BEGIN
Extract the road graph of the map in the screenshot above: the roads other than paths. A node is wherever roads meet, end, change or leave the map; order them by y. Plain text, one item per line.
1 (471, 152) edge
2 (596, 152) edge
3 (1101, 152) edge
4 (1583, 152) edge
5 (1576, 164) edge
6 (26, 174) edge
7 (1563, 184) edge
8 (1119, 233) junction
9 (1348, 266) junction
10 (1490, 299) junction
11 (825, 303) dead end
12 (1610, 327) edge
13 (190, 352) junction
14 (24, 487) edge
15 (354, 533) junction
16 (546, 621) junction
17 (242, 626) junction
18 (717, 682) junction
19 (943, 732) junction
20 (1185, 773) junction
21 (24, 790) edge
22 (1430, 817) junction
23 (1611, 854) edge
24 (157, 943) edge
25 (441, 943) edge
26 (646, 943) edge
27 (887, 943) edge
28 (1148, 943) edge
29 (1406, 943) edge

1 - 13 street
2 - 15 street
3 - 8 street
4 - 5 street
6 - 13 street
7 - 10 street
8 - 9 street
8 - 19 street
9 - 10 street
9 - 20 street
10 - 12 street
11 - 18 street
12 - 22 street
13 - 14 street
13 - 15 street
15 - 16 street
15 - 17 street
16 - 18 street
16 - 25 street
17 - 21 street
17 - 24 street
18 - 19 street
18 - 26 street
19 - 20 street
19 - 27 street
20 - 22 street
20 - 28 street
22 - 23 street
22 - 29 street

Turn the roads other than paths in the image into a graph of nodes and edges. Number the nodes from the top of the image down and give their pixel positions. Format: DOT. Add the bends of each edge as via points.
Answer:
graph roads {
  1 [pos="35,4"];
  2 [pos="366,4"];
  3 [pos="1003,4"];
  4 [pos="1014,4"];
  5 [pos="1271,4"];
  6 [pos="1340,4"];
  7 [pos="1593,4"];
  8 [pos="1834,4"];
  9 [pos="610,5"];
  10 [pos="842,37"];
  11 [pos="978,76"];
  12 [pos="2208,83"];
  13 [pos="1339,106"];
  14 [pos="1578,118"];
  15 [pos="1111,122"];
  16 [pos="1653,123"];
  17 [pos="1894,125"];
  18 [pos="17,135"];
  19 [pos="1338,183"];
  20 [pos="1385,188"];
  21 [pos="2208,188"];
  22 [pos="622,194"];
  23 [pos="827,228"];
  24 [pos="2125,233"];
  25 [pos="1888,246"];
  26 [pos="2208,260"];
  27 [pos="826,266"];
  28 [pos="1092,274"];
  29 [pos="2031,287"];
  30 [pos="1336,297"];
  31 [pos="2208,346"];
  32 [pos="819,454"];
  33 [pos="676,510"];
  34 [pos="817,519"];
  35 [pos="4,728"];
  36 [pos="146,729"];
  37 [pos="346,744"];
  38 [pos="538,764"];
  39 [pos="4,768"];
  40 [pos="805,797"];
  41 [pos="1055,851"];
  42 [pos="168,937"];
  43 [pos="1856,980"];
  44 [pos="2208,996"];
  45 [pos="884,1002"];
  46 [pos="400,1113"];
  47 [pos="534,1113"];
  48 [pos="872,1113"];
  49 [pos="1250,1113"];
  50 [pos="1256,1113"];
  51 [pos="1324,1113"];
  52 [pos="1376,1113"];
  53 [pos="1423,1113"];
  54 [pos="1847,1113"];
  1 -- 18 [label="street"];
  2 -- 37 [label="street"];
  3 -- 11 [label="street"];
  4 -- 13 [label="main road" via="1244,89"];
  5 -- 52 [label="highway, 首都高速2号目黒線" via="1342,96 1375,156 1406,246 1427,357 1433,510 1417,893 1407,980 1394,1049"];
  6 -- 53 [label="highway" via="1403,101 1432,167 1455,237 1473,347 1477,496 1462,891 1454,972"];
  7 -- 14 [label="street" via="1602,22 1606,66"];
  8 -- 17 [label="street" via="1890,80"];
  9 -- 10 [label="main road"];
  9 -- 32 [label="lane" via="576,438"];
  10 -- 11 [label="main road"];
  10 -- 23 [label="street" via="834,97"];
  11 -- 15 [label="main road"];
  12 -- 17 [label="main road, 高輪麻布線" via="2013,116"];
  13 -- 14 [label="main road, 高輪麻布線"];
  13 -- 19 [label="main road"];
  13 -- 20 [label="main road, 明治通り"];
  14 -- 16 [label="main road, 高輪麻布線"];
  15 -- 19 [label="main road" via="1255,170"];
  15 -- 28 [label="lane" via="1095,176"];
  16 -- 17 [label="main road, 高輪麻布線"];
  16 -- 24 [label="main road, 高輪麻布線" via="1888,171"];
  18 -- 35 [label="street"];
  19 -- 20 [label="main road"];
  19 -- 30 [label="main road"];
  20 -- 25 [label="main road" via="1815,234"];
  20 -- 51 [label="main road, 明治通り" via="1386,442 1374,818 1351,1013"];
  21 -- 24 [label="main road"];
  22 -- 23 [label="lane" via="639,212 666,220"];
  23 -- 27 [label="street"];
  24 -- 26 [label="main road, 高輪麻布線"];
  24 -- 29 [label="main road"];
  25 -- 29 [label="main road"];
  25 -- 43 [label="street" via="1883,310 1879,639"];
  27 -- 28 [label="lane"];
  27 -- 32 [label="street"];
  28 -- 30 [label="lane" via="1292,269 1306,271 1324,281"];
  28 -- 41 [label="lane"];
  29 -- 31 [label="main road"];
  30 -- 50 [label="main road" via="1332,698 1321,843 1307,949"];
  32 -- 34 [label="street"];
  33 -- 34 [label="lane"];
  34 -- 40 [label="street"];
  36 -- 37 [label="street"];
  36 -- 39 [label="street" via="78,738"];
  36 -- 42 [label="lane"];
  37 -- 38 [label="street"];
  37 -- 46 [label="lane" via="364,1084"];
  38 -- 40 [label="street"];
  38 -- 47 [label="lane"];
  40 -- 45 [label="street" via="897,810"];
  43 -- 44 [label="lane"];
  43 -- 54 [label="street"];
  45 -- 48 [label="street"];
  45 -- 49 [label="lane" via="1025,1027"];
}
END
Print the listing above from its first line through the line with "Turn the roads", and stop there.

* [ANSWER SECTION]
Extract the road graph of the map in the screenshot above: the roads other than paths. A node is wherever roads meet, end, change or leave the map; order them by y. Plain text, one item per line.
1 (471, 152) edge
2 (596, 152) edge
3 (1101, 152) edge
4 (1583, 152) edge
5 (1576, 164) edge
6 (26, 174) edge
7 (1563, 184) edge
8 (1119, 233) junction
9 (1348, 266) junction
10 (1490, 299) junction
11 (825, 303) dead end
12 (1610, 327) edge
13 (190, 352) junction
14 (24, 487) edge
15 (354, 533) junction
16 (546, 621) junction
17 (242, 626) junction
18 (717, 682) junction
19 (943, 732) junction
20 (1185, 773) junction
21 (24, 790) edge
22 (1430, 817) junction
23 (1611, 854) edge
24 (157, 943) edge
25 (441, 943) edge
26 (646, 943) edge
27 (887, 943) edge
28 (1148, 943) edge
29 (1406, 943) edge

1 - 13 street
2 - 15 street
3 - 8 street
4 - 5 street
6 - 13 street
7 - 10 street
8 - 9 street
8 - 19 street
9 - 10 street
9 - 20 street
10 - 12 street
11 - 18 street
12 - 22 street
13 - 14 street
13 - 15 street
15 - 16 street
15 - 17 street
16 - 18 street
16 - 25 street
17 - 21 street
17 - 24 street
18 - 19 street
18 - 26 street
19 - 20 street
19 - 27 street
20 - 22 street
20 - 28 street
22 - 23 street
22 - 29 street

Turn the roads other than paths in the image into a graph of nodes and edges. Number the nodes from the top of the image down and give their pixel positions. Format: DOT. Add the bends of each edge as via points.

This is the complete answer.